Interpretation: The first line outputs AAPL closed at $189.50 — a properly formatted market data label. .upper() ensures the ticker is always in canonical uppercase regardless of how it was stored. The .lower() result (hkust) shows how to normalise case for comparison or matching. .strip() removes the two leading and trailing spaces — invisible but fatal if you try to match " hello " against "hello". .split(",") converts a comma-separated string into a Python list of three elements: this is exactly how you parse a CSV row or a list of tickers received from an API.

Common pitfall: == vs is for strings

Use == to compare string values, and never use is. The expression "aapl" == "aapl" is always True. The expression "aapl" is "aapl" may or may not be True depending on Python’s internal string interning — an implementation detail you should never rely on. Reserve is for checking whether something is None.

In practice

Before importing customer records into a CRM or database, data engineers run a cleaning pipeline in Python. Typical steps: .strip() to remove whitespace, .title() to standardise capitalisation, .replace() to fix known typos, and a regex to validate email formats. This process — called data wrangling — consumes an estimated 60–80% of a data analyst’s time on real projects.

Boolean Logic

Background

Boolean logic is named after George Boole (1815–1864), an English mathematician who showed that logical reasoning could be expressed algebraically using only two values: True and False. His 1854 work An Investigation of the Laws of Thought laid the theoretical foundation for digital computing — every bit in your computer is a Boolean.
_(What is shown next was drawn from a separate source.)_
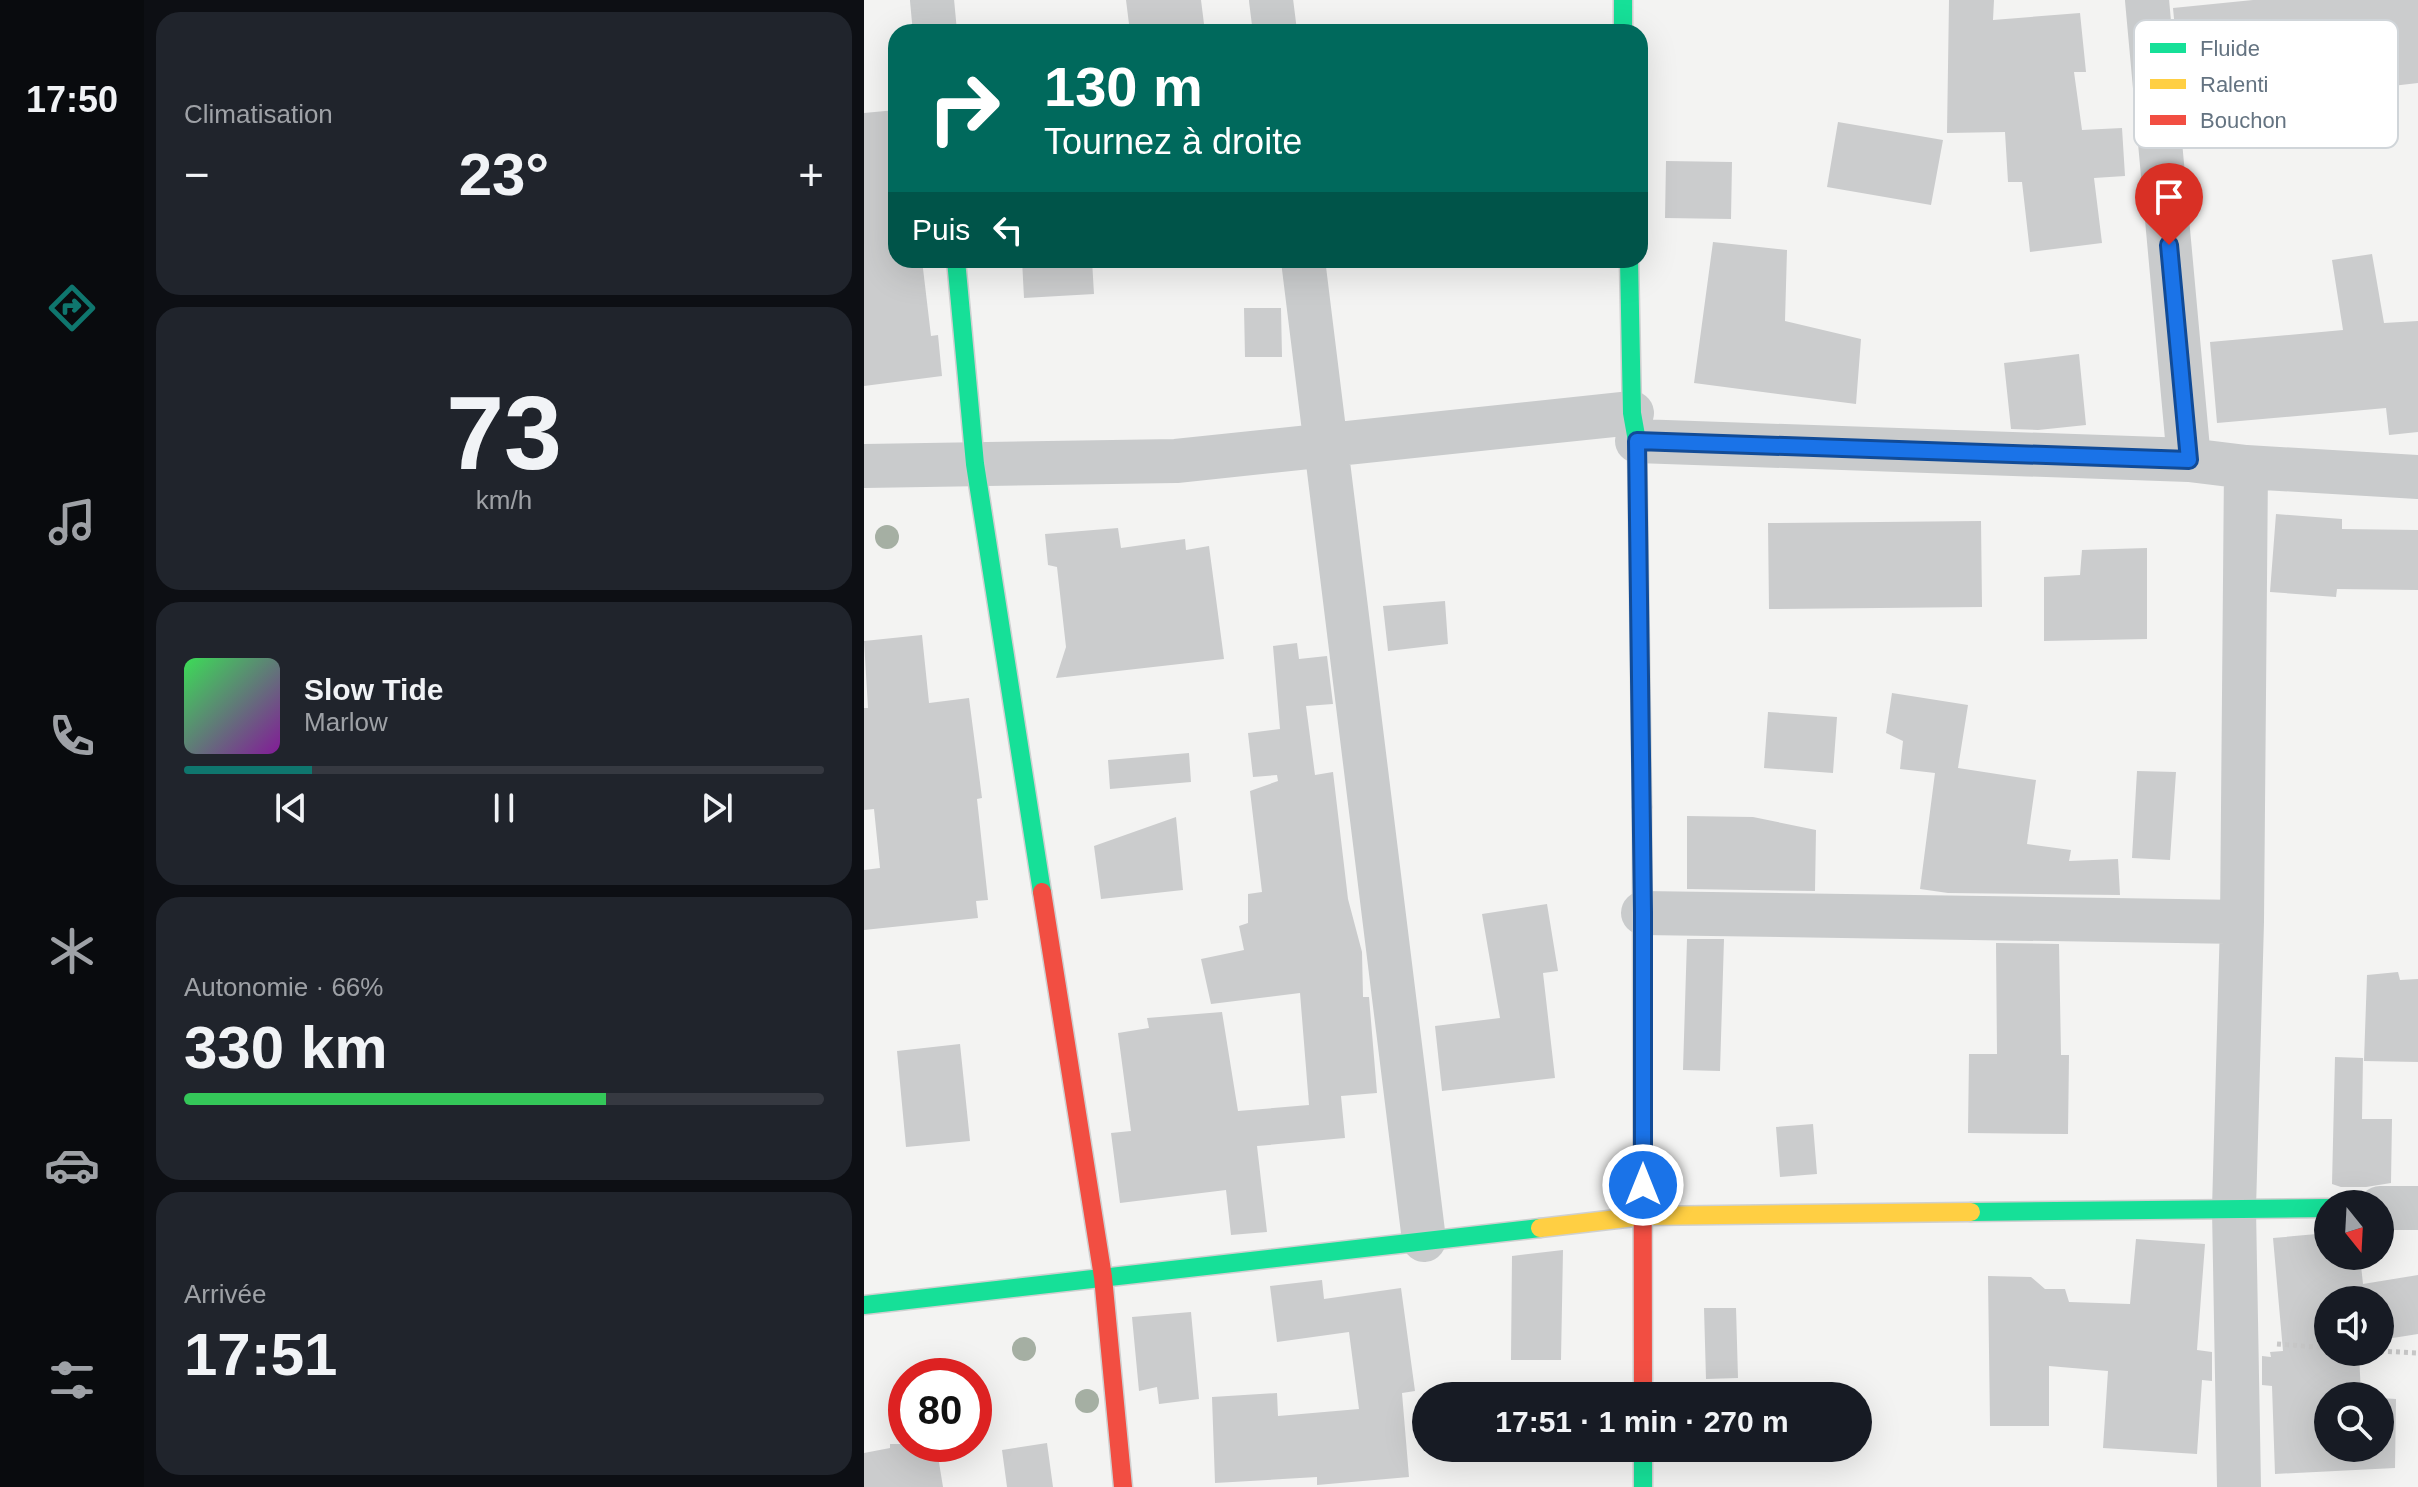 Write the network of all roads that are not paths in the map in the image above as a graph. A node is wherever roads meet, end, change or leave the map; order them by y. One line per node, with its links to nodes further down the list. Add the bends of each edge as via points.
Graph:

In Python, bool is a type with exactly two possible values: True and False. Boolean expressions are produced by comparison operators:

Operator Meaning Example
> greater than price > 50
< less than volume < 100
>= greater than or equal margin >= 0.20
<= less than or equal debt_ratio <= 0.5
== equal sector == "Tech"
!= not equal rating != "Junk"

Multiple Boolean expressions combine with and, or, and not. These map directly to SQL WHERE clauses — WHERE price > 50 AND volume > 1000000 is identical in meaning to price > 50 and volume > 1_000_000. If you have written database queries before, you already understand Boolean logic; Python just uses different syntax.

Interpretation: Both conditions are True — the price (100) exceeds 50, and the volume (5,000,000) exceeds 1,000,000. Consequently, both and (which requires all conditions to be True) and or (which requires at least one) return True. In a stock screening context, combining conditions with and narrows the candidate set (high-price and high-volume stocks), while or broadens it. Most quant screens apply multiple and filters to isolate a small, focused list of candidates.

Common pitfall: = vs ==

A single equals sign = is assignment — it stores a value. A double equals sign == is comparison — it tests equality and returns a Boolean. Writing if price = 100: is a syntax error. This is one of the most common mistakes for beginners coming from Excel or Stata where = does double duty.

In practice

Credit approval systems at banks evaluate hundreds of Boolean conditions in real time: credit_score >= 680 and debt_to_income <= 0.43 and employment_years >= 2. A loan application passes or fails based on the combined Boolean result. This logic — once coded manually by a team of analysts — runs in Python (or a Python-based rules engine) and processes millions of applications per day.

If / Elif / Else

Background

Conditional branching is how a program makes decisions. The conceptual ancestor is the decision tree — a flowchart that routes inputs to different outcomes depending on logical tests. Python’s if/elif/else structure is that flowchart expressed in code.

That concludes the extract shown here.